* What you should do *
Write the full listing out again, word for word, but omit the pictures.

* Data to process *

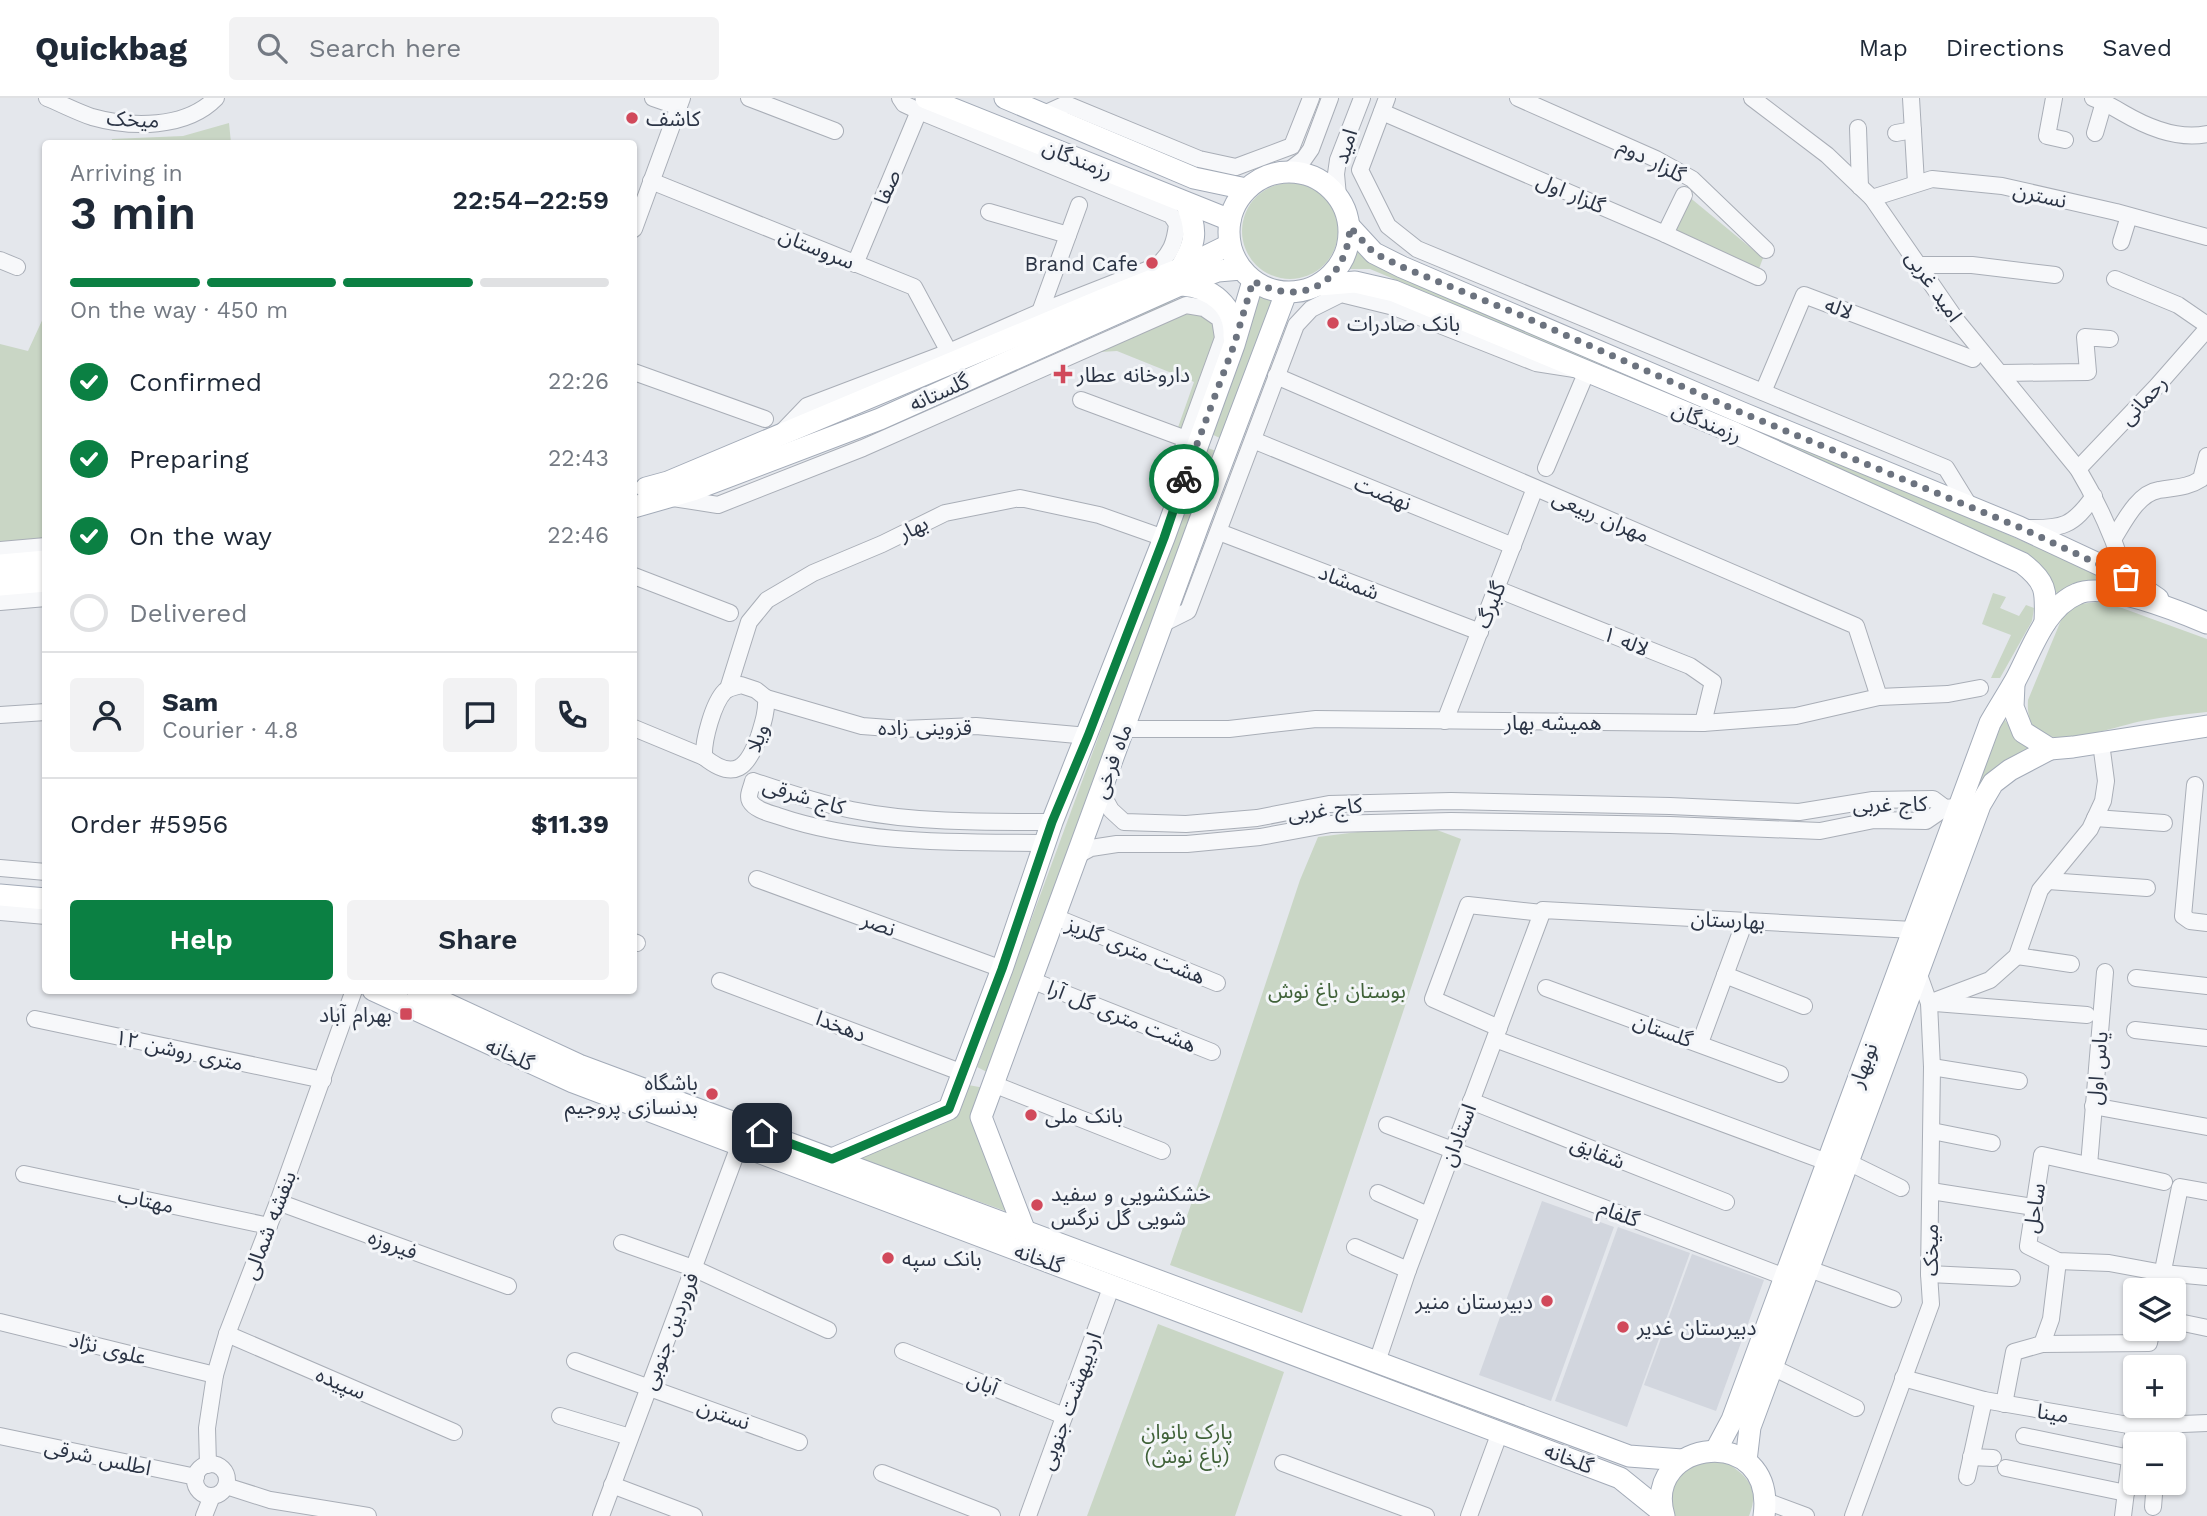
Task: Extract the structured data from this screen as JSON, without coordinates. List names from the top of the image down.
{
  "streets": {
    "main road": [
      "رزمندگان",
      "گلستانه",
      "ماه فرخی",
      "گلخانه",
      "نوبهار"
    ],
    "street": [
      "میخک",
      "امید",
      "گلزار دوم",
      "صفا",
      "گلزار اول",
      "نسترن",
      "سروستان",
      "امید غربی",
      "لاله",
      "رحمانی",
      "نهضت",
      "مهران ربیعی",
      "بهار",
      "شمشاد",
      "گلبرگ",
      "لاله ۱",
      "همیشه بهار",
      "قزوینی زاده",
      "ویلا",
      "کاج شرقی",
      "کاج غربی",
      "بهارستان",
      "نصر",
      "هشت متری گلریز",
      "هشت متری گل آرا",
      "دهخدا",
      "گلستان",
      "۱۲ متری روشن",
      "یاس اول",
      "استادان",
      "شقایق",
      "مهتاب",
      "ساحل",
      "گلفام",
      "بنفشه شمالی",
      "فیروزه",
      "فروردین جنوبی",
      "علوی نژاد",
      "سپیده",
      "آبان",
      "اردیبهشت جنوبی",
      "مینا",
      "اطلس شرقی"
    ]
  },
  "crossings": [
    ["میخک", "نوبهار"],
    ["میخک", "مینا"],
    ["امید", "رزمندگان"],
    ["امید", "گلستانه"],
    ["امید", "ماه فرخی"],
    ["رزمندگان", "صفا"],
    ["رزمندگان", "امید غربی"],
    ["رزمندگان", "گلستانه"],
    ["رزمندگان", "ماه فرخی"],
    ["رزمندگان", "نوبهار"],
    ["صفا", "سروستان"],
    ["نسترن", "امید غربی"],
    ["نسترن", "فروردین جنوبی"],
    ["امید غربی", "رحمانی"],
    ["گلستانه", "ماه فرخی"],
    ["نهضت", "گلبرگ"],
    ["مهران ربیعی", "گلبرگ"],
    ["مهران ربیعی", "همیشه بهار"],
    ["بهار", "قزوینی زاده"],
    ["بهار", "ویلا"],
    ["بهار", "ماه فرخی"],
    ["شمشاد", "گلبرگ"],
    ["گلبرگ", "لاله ۱"],
    ["گلبرگ", "همیشه بهار"],
    ["لاله ۱", "همیشه بهار"],
    ["همیشه بهار", "ماه فرخی"],
    ["قزوینی زاده", "ویلا"],
    ["قزوینی زاده", "ماه فرخی"],
    ["ماه فرخی", "کاج شرقی"],
    ["ماه فرخی", "کاج غربی"],
    ["ماه فرخی", "نصر"],
    ["ماه فرخی", "هشت متری گلریز"],
    ["ماه فرخی", "هشت متری گل آرا"],
    ["ماه فرخی", "دهخدا"],
    ["ماه فرخی", "گلخانه"],
    ["کاج غربی", "نوبهار"],
    ["بهارستان", "نوبهار"],
    ["بهارستان", "استادان"],
    ["۱۲ متری روشن", "بنفشه شمالی"],
    ["گلخانه", "استادان"],
    ["گلخانه", "فروردین جنوبی"],
    ["گلخانه", "اردیبهشت جنوبی"],
    ["نوبهار", "گلفام"],
    ["یاس اول", "ساحل"],
    ["استادان", "شقایق"],
    ["استادان", "گلفام"],
    ["مهتاب", "بنفشه شمالی"],
    ["بنفشه شمالی", "فیروزه"],
    ["بنفشه شمالی", "علوی نژاد"],
    ["بنفشه شمالی", "سپیده"],
    ["بنفشه شمالی", "اطلس شرقی"],
    ["آبان", "اردیبهشت جنوبی"]
  ],
  "parks": ["بوستان باغ نوش", "پارک بانوان (باغ نوش)"],
  "places": {
    "other": [
      "کاشف",
      "Brand Cafe",
      "بانک صادرات",
      "باشگاه بدنسازی پروجیم",
      "بانک ملی",
      "خشکشویی و سفید شویی گل نرگس",
      "بانک سپه",
      "دبیرستان منیر",
      "دبیرستان غدیر"
    ],
    "health": ["داروخانه عطار"],
    "transit": ["بهرام آباد"]
  },
  "page": {
    "header": "Quickbag",
    "search": "Search here",
    "nav": ["Map", "Directions", "Saved"],
    "heading": ["3 min", "Arriving in", "22:54–22:59"],
    "panel": [
      "Sam",
      "Courier · 4.8",
      "Order #5956",
      "$11.39"
    ],
    "bar": "On the way · 450 m",
    "list": [
      ["Confirmed", "22:26"],
      ["Preparing", "22:43"],
      ["On the way", "22:46"],
      "Delivered"
    ],
    "buttons": ["Help", "Share"],
    "map_buttons": ["+", "−"]
  }
}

* Result *
Task: Extract the structured data from this screen as JSON, without coordinates. List names from the top of the image down.
{
  "streets": {
    "main road": [
      "رزمندگان",
      "گلستانه",
      "ماه فرخی",
      "گلخانه",
      "نوبهار"
    ],
    "street": [
      "میخک",
      "امید",
      "گلزار دوم",
      "صفا",
      "گلزار اول",
      "نسترن",
      "سروستان",
      "امید غربی",
      "لاله",
      "رحمانی",
      "نهضت",
      "مهران ربیعی",
      "بهار",
      "شمشاد",
      "گلبرگ",
      "لاله ۱",
      "همیشه بهار",
      "قزوینی زاده",
      "ویلا",
      "کاج شرقی",
      "کاج غربی",
      "بهارستان",
      "نصر",
      "هشت متری گلریز",
      "هشت متری گل آرا",
      "دهخدا",
      "گلستان",
      "۱۲ متری روشن",
      "یاس اول",
      "استادان",
      "شقایق",
      "مهتاب",
      "ساحل",
      "گلفام",
      "بنفشه شمالی",
      "فیروزه",
      "فروردین جنوبی",
      "علوی نژاد",
      "سپیده",
      "آبان",
      "اردیبهشت جنوبی",
      "مینا",
      "اطلس شرقی"
    ]
  },
  "crossings": [
    ["میخک", "نوبهار"],
    ["میخک", "مینا"],
    ["امید", "رزمندگان"],
    ["امید", "گلستانه"],
    ["امید", "ماه فرخی"],
    ["رزمندگان", "صفا"],
    ["رزمندگان", "امید غربی"],
    ["رزمندگان", "گلستانه"],
    ["رزمندگان", "ماه فرخی"],
    ["رزمندگان", "نوبهار"],
    ["صفا", "سروستان"],
    ["نسترن", "امید غربی"],
    ["نسترن", "فروردین جنوبی"],
    ["امید غربی", "رحمانی"],
    ["گلستانه", "ماه فرخی"],
    ["نهضت", "گلبرگ"],
    ["مهران ربیعی", "گلبرگ"],
    ["مهران ربیعی", "همیشه بهار"],
    ["بهار", "قزوینی زاده"],
    ["بهار", "ویلا"],
    ["بهار", "ماه فرخی"],
    ["شمشاد", "گلبرگ"],
    ["گلبرگ", "لاله ۱"],
    ["گلبرگ", "همیشه بهار"],
    ["لاله ۱", "همیشه بهار"],
    ["همیشه بهار", "ماه فرخی"],
    ["قزوینی زاده", "ویلا"],
    ["قزوینی زاده", "ماه فرخی"],
    ["ماه فرخی", "کاج شرقی"],
    ["ماه فرخی", "کاج غربی"],
    ["ماه فرخی", "نصر"],
    ["ماه فرخی", "هشت متری گلریز"],
    ["ماه فرخی", "هشت متری گل آرا"],
    ["ماه فرخی", "دهخدا"],
    ["ماه فرخی", "گلخانه"],
    ["کاج غربی", "نوبهار"],
    ["بهارستان", "نوبهار"],
    ["بهارستان", "استادان"],
    ["۱۲ متری روشن", "بنفشه شمالی"],
    ["گلخانه", "استادان"],
    ["گلخانه", "فروردین جنوبی"],
    ["گلخانه", "اردیبهشت جنوبی"],
    ["نوبهار", "گلفام"],
    ["یاس اول", "ساحل"],
    ["استادان", "شقایق"],
    ["استادان", "گلفام"],
    ["مهتاب", "بنفشه شمالی"],
    ["بنفشه شمالی", "فیروزه"],
    ["بنفشه شمالی", "علوی نژاد"],
    ["بنفشه شمالی", "سپیده"],
    ["بنفشه شمالی", "اطلس شرقی"],
    ["آبان", "اردیبهشت جنوبی"]
  ],
  "parks": ["بوستان باغ نوش", "پارک بانوان (باغ نوش)"],
  "places": {
    "other": [
      "کاشف",
      "Brand Cafe",
      "بانک صادرات",
      "باشگاه بدنسازی پروجیم",
      "بانک ملی",
      "خشکشویی و سفید شویی گل نرگس",
      "بانک سپه",
      "دبیرستان منیر",
      "دبیرستان غدیر"
    ],
    "health": ["داروخانه عطار"],
    "transit": ["بهرام آباد"]
  },
  "page": {
    "header": "Quickbag",
    "search": "Search here",
    "nav": ["Map", "Directions", "Saved"],
    "heading": ["3 min", "Arriving in", "22:54–22:59"],
    "panel": [
      "Sam",
      "Courier · 4.8",
      "Order #5956",
      "$11.39"
    ],
    "bar": "On the way · 450 m",
    "list": [
      ["Confirmed", "22:26"],
      ["Preparing", "22:43"],
      ["On the way", "22:46"],
      "Delivered"
    ],
    "buttons": ["Help", "Share"],
    "map_buttons": ["+", "−"]
  }
}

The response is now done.